== Data ==
------------------------------------------------------------

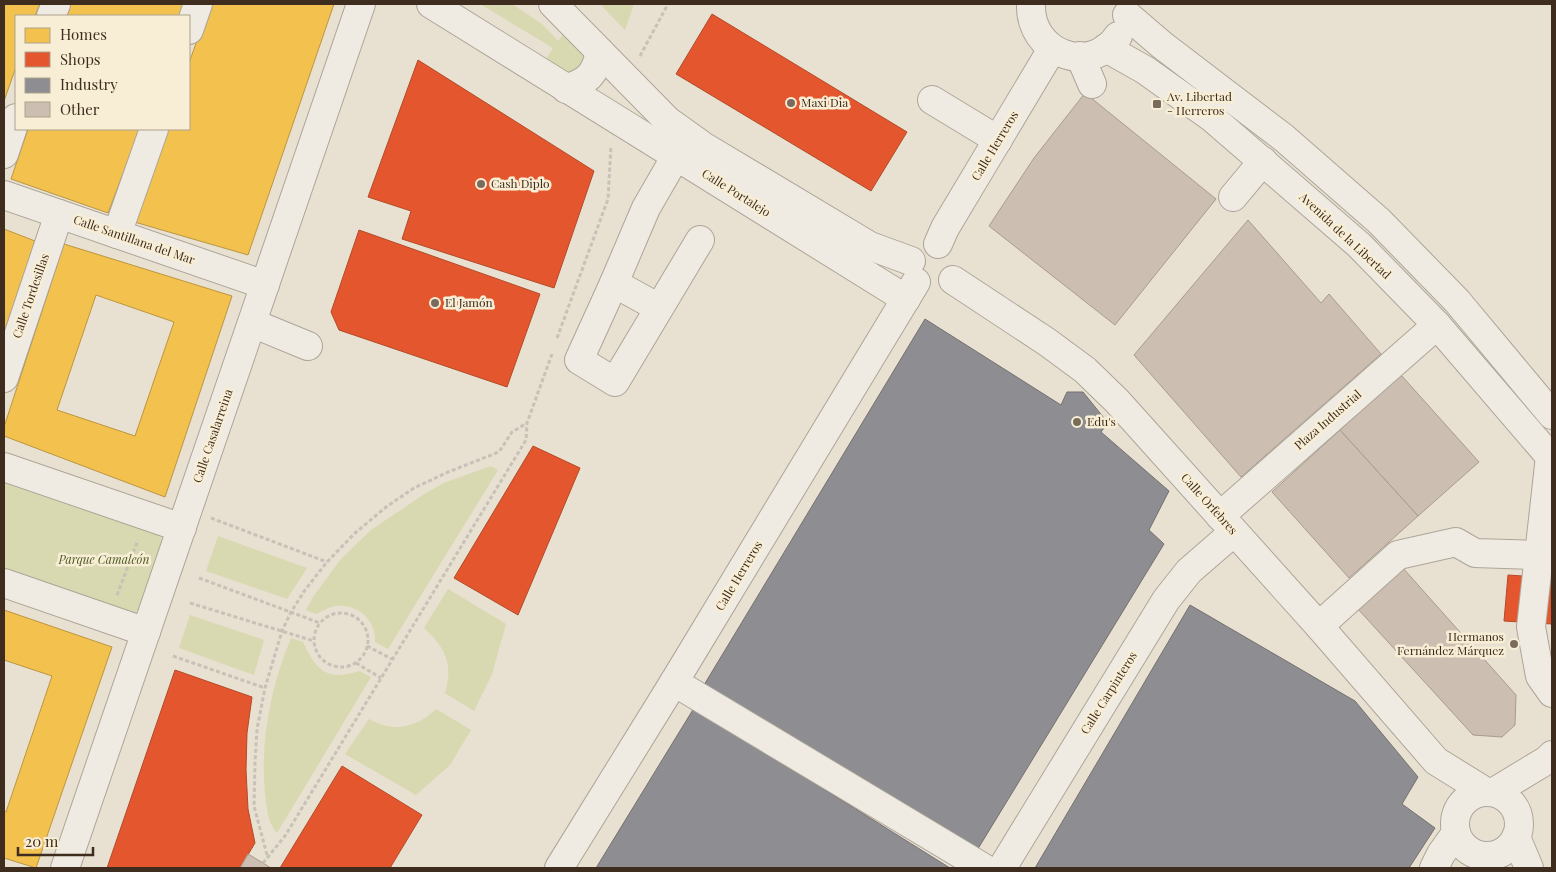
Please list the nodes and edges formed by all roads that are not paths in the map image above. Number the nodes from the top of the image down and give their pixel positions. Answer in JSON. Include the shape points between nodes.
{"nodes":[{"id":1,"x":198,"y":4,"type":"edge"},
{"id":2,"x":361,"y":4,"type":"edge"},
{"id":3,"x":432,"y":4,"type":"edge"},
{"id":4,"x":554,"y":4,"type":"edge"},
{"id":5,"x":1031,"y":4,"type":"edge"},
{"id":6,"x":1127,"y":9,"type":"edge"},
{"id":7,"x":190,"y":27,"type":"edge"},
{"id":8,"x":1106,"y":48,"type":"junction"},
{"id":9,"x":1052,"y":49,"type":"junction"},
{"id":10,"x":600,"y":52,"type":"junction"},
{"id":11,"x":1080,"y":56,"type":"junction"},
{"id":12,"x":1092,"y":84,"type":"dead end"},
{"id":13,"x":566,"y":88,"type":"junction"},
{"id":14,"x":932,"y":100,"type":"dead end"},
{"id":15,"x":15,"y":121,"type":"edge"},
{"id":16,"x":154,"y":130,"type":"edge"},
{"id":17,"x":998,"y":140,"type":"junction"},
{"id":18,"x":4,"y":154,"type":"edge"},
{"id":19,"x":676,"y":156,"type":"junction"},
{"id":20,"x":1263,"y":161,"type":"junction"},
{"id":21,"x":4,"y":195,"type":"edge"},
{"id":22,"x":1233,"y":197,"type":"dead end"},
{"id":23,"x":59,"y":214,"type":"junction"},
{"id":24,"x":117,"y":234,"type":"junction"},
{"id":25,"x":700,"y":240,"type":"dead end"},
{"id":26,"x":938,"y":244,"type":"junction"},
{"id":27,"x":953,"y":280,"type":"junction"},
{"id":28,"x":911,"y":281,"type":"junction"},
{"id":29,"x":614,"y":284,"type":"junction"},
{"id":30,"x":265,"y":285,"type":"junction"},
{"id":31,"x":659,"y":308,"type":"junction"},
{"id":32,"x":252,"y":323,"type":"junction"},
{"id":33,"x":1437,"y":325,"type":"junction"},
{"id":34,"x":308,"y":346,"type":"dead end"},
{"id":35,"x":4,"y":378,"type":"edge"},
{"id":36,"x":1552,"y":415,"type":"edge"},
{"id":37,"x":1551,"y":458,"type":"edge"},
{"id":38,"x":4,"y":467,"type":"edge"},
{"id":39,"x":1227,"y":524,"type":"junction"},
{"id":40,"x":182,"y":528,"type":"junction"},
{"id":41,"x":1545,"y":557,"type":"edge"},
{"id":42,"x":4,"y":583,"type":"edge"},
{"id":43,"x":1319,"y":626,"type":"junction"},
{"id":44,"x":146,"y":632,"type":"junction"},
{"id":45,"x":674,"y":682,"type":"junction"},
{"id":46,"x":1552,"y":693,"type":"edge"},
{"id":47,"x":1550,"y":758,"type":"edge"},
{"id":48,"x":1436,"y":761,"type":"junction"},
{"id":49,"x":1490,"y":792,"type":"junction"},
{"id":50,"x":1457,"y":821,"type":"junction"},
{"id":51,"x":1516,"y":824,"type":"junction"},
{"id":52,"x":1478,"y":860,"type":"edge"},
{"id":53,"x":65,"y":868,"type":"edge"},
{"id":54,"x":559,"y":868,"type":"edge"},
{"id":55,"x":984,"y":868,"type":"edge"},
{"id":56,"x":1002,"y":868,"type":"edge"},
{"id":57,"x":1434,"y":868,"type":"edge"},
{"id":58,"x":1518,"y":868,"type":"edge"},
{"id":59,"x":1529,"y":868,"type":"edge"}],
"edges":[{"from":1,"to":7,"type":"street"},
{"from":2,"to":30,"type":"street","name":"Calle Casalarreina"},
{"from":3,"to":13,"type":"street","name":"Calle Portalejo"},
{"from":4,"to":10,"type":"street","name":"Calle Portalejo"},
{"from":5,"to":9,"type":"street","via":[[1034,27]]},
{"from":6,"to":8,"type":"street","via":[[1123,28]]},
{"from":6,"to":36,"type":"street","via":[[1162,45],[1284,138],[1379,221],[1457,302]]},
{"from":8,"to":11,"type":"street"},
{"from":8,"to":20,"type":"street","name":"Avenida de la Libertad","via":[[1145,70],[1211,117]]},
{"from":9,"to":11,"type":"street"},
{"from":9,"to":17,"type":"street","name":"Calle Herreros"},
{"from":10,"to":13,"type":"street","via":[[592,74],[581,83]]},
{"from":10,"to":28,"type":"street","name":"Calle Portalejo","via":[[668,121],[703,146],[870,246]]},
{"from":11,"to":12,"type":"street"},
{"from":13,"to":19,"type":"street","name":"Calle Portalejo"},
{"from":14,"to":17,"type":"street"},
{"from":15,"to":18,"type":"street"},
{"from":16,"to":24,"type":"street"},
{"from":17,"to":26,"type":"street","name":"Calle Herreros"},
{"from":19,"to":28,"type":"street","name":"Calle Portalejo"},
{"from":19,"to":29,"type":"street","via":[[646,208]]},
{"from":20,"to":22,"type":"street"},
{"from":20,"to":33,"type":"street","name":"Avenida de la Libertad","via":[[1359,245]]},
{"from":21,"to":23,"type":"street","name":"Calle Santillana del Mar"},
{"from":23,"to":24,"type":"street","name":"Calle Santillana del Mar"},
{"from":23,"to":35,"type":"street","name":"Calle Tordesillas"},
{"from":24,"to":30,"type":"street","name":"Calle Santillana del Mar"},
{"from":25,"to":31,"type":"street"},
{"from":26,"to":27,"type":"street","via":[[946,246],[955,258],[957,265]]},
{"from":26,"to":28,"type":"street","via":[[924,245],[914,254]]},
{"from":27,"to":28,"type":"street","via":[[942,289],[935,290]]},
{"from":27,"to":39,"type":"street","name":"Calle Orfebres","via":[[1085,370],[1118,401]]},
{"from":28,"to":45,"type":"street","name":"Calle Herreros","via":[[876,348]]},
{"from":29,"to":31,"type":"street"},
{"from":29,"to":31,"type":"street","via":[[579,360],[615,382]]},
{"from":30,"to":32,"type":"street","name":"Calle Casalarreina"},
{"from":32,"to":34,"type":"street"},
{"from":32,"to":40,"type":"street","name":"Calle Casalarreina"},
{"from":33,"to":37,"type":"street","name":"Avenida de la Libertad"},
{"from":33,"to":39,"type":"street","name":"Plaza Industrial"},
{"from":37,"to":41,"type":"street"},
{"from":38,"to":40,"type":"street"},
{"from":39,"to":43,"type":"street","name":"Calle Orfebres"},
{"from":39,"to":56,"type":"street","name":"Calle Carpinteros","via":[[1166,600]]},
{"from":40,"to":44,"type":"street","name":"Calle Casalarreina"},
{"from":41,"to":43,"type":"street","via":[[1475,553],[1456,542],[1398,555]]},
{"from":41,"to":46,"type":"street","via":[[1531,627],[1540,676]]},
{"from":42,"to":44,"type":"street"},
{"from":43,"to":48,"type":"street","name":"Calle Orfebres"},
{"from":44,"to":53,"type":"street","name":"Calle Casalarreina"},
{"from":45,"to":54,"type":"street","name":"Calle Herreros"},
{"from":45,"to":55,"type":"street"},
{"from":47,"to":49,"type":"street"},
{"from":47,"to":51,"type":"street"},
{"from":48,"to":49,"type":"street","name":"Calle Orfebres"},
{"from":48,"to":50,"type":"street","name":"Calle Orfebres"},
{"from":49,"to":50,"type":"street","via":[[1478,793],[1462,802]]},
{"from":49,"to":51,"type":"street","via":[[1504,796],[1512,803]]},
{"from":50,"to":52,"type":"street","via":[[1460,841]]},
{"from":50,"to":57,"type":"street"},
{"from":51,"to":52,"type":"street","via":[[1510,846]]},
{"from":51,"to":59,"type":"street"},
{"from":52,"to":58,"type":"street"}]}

------------------------------------------------------------

== Exercise prompt ==
Your copy of the material above should be exact and free of pictures.

== Your response ==
Please list the nodes and edges formed by all roads that are not paths in the map image above. Number the nodes from the top of the image down and give their pixel positions. Answer in JSON. Include the shape points between nodes.
{"nodes":[{"id":1,"x":198,"y":4,"type":"edge"},
{"id":2,"x":361,"y":4,"type":"edge"},
{"id":3,"x":432,"y":4,"type":"edge"},
{"id":4,"x":554,"y":4,"type":"edge"},
{"id":5,"x":1031,"y":4,"type":"edge"},
{"id":6,"x":1127,"y":9,"type":"edge"},
{"id":7,"x":190,"y":27,"type":"edge"},
{"id":8,"x":1106,"y":48,"type":"junction"},
{"id":9,"x":1052,"y":49,"type":"junction"},
{"id":10,"x":600,"y":52,"type":"junction"},
{"id":11,"x":1080,"y":56,"type":"junction"},
{"id":12,"x":1092,"y":84,"type":"dead end"},
{"id":13,"x":566,"y":88,"type":"junction"},
{"id":14,"x":932,"y":100,"type":"dead end"},
{"id":15,"x":15,"y":121,"type":"edge"},
{"id":16,"x":154,"y":130,"type":"edge"},
{"id":17,"x":998,"y":140,"type":"junction"},
{"id":18,"x":4,"y":154,"type":"edge"},
{"id":19,"x":676,"y":156,"type":"junction"},
{"id":20,"x":1263,"y":161,"type":"junction"},
{"id":21,"x":4,"y":195,"type":"edge"},
{"id":22,"x":1233,"y":197,"type":"dead end"},
{"id":23,"x":59,"y":214,"type":"junction"},
{"id":24,"x":117,"y":234,"type":"junction"},
{"id":25,"x":700,"y":240,"type":"dead end"},
{"id":26,"x":938,"y":244,"type":"junction"},
{"id":27,"x":953,"y":280,"type":"junction"},
{"id":28,"x":911,"y":281,"type":"junction"},
{"id":29,"x":614,"y":284,"type":"junction"},
{"id":30,"x":265,"y":285,"type":"junction"},
{"id":31,"x":659,"y":308,"type":"junction"},
{"id":32,"x":252,"y":323,"type":"junction"},
{"id":33,"x":1437,"y":325,"type":"junction"},
{"id":34,"x":308,"y":346,"type":"dead end"},
{"id":35,"x":4,"y":378,"type":"edge"},
{"id":36,"x":1552,"y":415,"type":"edge"},
{"id":37,"x":1551,"y":458,"type":"edge"},
{"id":38,"x":4,"y":467,"type":"edge"},
{"id":39,"x":1227,"y":524,"type":"junction"},
{"id":40,"x":182,"y":528,"type":"junction"},
{"id":41,"x":1545,"y":557,"type":"edge"},
{"id":42,"x":4,"y":583,"type":"edge"},
{"id":43,"x":1319,"y":626,"type":"junction"},
{"id":44,"x":146,"y":632,"type":"junction"},
{"id":45,"x":674,"y":682,"type":"junction"},
{"id":46,"x":1552,"y":693,"type":"edge"},
{"id":47,"x":1550,"y":758,"type":"edge"},
{"id":48,"x":1436,"y":761,"type":"junction"},
{"id":49,"x":1490,"y":792,"type":"junction"},
{"id":50,"x":1457,"y":821,"type":"junction"},
{"id":51,"x":1516,"y":824,"type":"junction"},
{"id":52,"x":1478,"y":860,"type":"edge"},
{"id":53,"x":65,"y":868,"type":"edge"},
{"id":54,"x":559,"y":868,"type":"edge"},
{"id":55,"x":984,"y":868,"type":"edge"},
{"id":56,"x":1002,"y":868,"type":"edge"},
{"id":57,"x":1434,"y":868,"type":"edge"},
{"id":58,"x":1518,"y":868,"type":"edge"},
{"id":59,"x":1529,"y":868,"type":"edge"}],
"edges":[{"from":1,"to":7,"type":"street"},
{"from":2,"to":30,"type":"street","name":"Calle Casalarreina"},
{"from":3,"to":13,"type":"street","name":"Calle Portalejo"},
{"from":4,"to":10,"type":"street","name":"Calle Portalejo"},
{"from":5,"to":9,"type":"street","via":[[1034,27]]},
{"from":6,"to":8,"type":"street","via":[[1123,28]]},
{"from":6,"to":36,"type":"street","via":[[1162,45],[1284,138],[1379,221],[1457,302]]},
{"from":8,"to":11,"type":"street"},
{"from":8,"to":20,"type":"street","name":"Avenida de la Libertad","via":[[1145,70],[1211,117]]},
{"from":9,"to":11,"type":"street"},
{"from":9,"to":17,"type":"street","name":"Calle Herreros"},
{"from":10,"to":13,"type":"street","via":[[592,74],[581,83]]},
{"from":10,"to":28,"type":"street","name":"Calle Portalejo","via":[[668,121],[703,146],[870,246]]},
{"from":11,"to":12,"type":"street"},
{"from":13,"to":19,"type":"street","name":"Calle Portalejo"},
{"from":14,"to":17,"type":"street"},
{"from":15,"to":18,"type":"street"},
{"from":16,"to":24,"type":"street"},
{"from":17,"to":26,"type":"street","name":"Calle Herreros"},
{"from":19,"to":28,"type":"street","name":"Calle Portalejo"},
{"from":19,"to":29,"type":"street","via":[[646,208]]},
{"from":20,"to":22,"type":"street"},
{"from":20,"to":33,"type":"street","name":"Avenida de la Libertad","via":[[1359,245]]},
{"from":21,"to":23,"type":"street","name":"Calle Santillana del Mar"},
{"from":23,"to":24,"type":"street","name":"Calle Santillana del Mar"},
{"from":23,"to":35,"type":"street","name":"Calle Tordesillas"},
{"from":24,"to":30,"type":"street","name":"Calle Santillana del Mar"},
{"from":25,"to":31,"type":"street"},
{"from":26,"to":27,"type":"street","via":[[946,246],[955,258],[957,265]]},
{"from":26,"to":28,"type":"street","via":[[924,245],[914,254]]},
{"from":27,"to":28,"type":"street","via":[[942,289],[935,290]]},
{"from":27,"to":39,"type":"street","name":"Calle Orfebres","via":[[1085,370],[1118,401]]},
{"from":28,"to":45,"type":"street","name":"Calle Herreros","via":[[876,348]]},
{"from":29,"to":31,"type":"street"},
{"from":29,"to":31,"type":"street","via":[[579,360],[615,382]]},
{"from":30,"to":32,"type":"street","name":"Calle Casalarreina"},
{"from":32,"to":34,"type":"street"},
{"from":32,"to":40,"type":"street","name":"Calle Casalarreina"},
{"from":33,"to":37,"type":"street","name":"Avenida de la Libertad"},
{"from":33,"to":39,"type":"street","name":"Plaza Industrial"},
{"from":37,"to":41,"type":"street"},
{"from":38,"to":40,"type":"street"},
{"from":39,"to":43,"type":"street","name":"Calle Orfebres"},
{"from":39,"to":56,"type":"street","name":"Calle Carpinteros","via":[[1166,600]]},
{"from":40,"to":44,"type":"street","name":"Calle Casalarreina"},
{"from":41,"to":43,"type":"street","via":[[1475,553],[1456,542],[1398,555]]},
{"from":41,"to":46,"type":"street","via":[[1531,627],[1540,676]]},
{"from":42,"to":44,"type":"street"},
{"from":43,"to":48,"type":"street","name":"Calle Orfebres"},
{"from":44,"to":53,"type":"street","name":"Calle Casalarreina"},
{"from":45,"to":54,"type":"street","name":"Calle Herreros"},
{"from":45,"to":55,"type":"street"},
{"from":47,"to":49,"type":"street"},
{"from":47,"to":51,"type":"street"},
{"from":48,"to":49,"type":"street","name":"Calle Orfebres"},
{"from":48,"to":50,"type":"street","name":"Calle Orfebres"},
{"from":49,"to":50,"type":"street","via":[[1478,793],[1462,802]]},
{"from":49,"to":51,"type":"street","via":[[1504,796],[1512,803]]},
{"from":50,"to":52,"type":"street","via":[[1460,841]]},
{"from":50,"to":57,"type":"street"},
{"from":51,"to":52,"type":"street","via":[[1510,846]]},
{"from":51,"to":59,"type":"street"},
{"from":52,"to":58,"type":"street"}]}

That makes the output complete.